PROBLEM TO SOLVE - Among the lines of the records below, copy those that hold the word "than".

MATERIAL SUPPLIED -
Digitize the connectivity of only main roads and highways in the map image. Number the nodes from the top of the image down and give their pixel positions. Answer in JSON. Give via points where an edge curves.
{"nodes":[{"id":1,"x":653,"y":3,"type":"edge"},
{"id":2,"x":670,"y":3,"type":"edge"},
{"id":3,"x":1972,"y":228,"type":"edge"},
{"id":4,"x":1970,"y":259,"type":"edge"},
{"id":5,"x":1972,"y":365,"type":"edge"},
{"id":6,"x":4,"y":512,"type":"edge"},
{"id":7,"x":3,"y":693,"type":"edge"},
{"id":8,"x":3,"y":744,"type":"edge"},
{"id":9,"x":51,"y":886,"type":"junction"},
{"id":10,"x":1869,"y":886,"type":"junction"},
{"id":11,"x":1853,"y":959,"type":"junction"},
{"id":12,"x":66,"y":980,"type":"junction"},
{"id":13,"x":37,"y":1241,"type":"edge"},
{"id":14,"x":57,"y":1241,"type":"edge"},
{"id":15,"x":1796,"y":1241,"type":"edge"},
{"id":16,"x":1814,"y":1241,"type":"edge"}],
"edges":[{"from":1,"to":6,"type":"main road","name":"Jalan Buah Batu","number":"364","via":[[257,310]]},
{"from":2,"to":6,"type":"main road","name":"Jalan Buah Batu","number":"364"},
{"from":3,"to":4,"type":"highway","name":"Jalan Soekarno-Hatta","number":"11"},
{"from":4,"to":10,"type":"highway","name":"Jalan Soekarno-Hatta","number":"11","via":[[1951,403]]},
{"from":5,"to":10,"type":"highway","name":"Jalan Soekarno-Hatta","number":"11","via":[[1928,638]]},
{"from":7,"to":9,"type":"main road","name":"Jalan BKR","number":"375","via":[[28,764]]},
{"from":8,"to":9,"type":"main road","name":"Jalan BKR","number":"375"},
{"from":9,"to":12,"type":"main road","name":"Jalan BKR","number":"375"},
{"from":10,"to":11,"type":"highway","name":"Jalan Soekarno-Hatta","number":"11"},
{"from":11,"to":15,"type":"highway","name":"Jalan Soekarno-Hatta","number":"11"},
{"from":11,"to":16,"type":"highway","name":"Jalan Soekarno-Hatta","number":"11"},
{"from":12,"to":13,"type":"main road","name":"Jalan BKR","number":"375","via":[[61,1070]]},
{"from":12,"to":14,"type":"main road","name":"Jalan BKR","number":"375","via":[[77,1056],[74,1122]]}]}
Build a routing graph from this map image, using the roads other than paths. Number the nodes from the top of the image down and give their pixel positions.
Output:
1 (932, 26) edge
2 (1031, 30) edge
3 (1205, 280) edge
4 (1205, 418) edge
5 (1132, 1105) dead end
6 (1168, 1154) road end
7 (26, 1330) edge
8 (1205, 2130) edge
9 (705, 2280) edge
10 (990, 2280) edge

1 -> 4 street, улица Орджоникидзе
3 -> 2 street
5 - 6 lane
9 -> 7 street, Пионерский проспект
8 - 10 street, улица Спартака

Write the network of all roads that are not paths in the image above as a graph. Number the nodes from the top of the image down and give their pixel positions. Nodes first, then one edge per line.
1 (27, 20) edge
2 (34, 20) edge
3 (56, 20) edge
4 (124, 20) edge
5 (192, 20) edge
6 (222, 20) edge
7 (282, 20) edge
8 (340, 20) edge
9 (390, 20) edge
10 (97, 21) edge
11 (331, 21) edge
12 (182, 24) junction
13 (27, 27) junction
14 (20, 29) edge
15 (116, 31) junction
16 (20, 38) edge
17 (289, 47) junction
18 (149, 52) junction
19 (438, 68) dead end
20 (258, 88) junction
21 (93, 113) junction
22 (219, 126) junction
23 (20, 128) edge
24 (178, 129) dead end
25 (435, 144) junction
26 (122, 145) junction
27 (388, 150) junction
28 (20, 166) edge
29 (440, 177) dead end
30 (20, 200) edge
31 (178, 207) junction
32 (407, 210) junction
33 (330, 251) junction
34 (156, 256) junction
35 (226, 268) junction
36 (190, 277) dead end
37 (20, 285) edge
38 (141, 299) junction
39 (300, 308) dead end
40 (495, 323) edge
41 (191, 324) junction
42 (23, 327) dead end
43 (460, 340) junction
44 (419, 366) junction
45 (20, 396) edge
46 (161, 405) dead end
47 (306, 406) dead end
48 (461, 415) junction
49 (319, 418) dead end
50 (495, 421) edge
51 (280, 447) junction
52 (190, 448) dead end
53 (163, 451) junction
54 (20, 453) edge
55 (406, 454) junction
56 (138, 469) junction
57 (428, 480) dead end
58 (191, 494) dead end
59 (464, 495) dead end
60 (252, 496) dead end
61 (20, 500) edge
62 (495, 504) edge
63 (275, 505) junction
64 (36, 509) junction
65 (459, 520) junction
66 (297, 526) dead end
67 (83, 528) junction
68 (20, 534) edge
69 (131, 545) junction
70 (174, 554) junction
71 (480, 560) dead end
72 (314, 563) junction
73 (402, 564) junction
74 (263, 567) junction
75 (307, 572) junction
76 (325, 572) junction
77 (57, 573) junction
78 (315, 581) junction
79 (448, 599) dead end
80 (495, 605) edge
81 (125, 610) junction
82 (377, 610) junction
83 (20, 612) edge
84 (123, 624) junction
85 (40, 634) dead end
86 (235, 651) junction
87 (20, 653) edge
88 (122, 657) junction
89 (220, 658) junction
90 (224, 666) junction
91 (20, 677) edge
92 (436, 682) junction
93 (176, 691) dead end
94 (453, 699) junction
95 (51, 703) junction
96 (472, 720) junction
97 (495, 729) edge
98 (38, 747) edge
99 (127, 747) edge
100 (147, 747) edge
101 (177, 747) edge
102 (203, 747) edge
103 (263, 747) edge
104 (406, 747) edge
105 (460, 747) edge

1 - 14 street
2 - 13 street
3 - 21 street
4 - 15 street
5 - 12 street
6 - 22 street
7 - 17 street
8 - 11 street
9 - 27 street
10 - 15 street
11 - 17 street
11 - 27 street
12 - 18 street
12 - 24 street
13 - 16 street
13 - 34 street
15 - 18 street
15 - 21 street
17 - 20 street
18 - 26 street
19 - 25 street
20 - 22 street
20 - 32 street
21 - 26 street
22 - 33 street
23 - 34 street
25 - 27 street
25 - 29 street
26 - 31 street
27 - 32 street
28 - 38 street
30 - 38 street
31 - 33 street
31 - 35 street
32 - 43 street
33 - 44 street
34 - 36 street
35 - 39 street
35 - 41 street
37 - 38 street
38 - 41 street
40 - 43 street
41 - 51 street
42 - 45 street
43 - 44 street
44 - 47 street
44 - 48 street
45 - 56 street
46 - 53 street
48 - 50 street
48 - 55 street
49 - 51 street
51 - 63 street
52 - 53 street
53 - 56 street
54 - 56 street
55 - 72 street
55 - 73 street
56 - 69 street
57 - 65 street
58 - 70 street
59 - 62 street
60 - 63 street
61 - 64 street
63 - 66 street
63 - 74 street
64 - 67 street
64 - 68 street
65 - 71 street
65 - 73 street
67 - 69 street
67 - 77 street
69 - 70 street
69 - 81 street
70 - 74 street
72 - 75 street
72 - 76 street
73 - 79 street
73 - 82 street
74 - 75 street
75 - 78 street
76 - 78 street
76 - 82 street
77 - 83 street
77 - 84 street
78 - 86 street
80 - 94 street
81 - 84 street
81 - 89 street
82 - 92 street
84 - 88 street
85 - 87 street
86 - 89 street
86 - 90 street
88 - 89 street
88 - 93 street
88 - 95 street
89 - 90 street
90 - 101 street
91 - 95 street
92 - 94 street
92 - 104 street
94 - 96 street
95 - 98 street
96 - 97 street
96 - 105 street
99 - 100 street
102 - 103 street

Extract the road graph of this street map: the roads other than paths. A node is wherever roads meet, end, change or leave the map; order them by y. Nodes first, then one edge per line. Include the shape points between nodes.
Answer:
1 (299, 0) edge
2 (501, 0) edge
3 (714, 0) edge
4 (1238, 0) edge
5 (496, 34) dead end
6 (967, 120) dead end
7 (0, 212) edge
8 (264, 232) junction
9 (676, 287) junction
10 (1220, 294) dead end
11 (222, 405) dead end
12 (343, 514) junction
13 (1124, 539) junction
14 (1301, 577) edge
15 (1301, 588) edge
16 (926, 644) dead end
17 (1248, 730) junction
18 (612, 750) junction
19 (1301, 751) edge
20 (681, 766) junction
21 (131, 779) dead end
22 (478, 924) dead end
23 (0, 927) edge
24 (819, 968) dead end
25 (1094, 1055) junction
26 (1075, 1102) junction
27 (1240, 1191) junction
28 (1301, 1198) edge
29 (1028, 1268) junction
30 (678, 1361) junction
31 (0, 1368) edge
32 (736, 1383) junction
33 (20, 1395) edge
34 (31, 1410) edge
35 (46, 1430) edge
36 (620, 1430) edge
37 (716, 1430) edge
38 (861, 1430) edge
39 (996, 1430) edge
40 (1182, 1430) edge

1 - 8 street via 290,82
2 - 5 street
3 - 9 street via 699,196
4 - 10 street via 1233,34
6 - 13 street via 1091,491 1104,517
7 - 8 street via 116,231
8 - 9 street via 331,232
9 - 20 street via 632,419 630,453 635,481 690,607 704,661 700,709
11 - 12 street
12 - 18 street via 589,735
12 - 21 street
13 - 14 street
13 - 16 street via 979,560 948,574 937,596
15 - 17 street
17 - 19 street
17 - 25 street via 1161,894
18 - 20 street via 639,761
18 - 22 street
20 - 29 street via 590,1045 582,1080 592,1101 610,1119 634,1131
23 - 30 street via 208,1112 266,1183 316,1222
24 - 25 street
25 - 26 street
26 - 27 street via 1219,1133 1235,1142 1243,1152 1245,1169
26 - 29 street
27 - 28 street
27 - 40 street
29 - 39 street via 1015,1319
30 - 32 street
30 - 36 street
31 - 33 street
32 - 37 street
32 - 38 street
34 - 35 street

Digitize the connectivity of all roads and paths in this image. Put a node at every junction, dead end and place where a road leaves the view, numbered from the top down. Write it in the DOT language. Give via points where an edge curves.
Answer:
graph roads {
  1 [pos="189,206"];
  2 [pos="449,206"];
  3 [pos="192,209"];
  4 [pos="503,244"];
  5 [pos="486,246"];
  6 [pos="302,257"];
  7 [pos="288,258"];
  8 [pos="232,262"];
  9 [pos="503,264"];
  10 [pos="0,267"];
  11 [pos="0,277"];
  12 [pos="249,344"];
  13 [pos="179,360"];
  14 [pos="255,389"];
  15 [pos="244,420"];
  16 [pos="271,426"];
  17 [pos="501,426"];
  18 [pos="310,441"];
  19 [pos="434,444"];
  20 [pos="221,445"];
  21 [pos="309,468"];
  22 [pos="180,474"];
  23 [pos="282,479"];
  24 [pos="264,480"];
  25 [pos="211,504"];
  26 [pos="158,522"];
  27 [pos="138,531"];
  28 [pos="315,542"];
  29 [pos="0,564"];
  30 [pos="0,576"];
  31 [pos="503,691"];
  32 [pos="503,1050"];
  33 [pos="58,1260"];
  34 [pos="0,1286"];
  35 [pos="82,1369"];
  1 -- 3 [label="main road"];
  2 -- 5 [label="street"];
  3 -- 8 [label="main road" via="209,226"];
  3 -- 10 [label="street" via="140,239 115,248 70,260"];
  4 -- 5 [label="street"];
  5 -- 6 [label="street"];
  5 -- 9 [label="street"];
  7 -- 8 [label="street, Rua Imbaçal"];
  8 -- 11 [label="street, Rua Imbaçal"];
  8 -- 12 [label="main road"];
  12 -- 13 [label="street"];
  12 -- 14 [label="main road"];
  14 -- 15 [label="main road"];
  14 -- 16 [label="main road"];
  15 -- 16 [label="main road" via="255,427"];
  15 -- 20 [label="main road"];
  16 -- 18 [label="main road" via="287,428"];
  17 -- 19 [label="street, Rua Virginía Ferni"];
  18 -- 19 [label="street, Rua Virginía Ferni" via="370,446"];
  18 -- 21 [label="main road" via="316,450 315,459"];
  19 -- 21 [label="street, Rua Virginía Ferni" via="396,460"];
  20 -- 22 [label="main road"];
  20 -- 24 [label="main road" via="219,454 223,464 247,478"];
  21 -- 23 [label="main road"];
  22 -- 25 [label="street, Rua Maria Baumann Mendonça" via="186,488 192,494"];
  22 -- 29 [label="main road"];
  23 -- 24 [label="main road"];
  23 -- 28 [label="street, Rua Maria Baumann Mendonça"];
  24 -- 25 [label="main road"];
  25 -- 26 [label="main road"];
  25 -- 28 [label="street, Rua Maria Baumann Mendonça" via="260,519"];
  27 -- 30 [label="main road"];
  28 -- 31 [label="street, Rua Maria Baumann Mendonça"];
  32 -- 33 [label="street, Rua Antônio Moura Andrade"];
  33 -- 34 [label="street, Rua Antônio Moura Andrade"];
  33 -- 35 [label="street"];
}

THE ANSWER -
Build a routing graph from this map image, using the roads other than paths. Number the nodes from the top of the image down and give their pixel positions.
Extract the road graph of this street map: the roads other than paths. A node is wherever roads meet, end, change or leave the map; order them by y. Nodes first, then one edge per line. Include the shape points between nodes.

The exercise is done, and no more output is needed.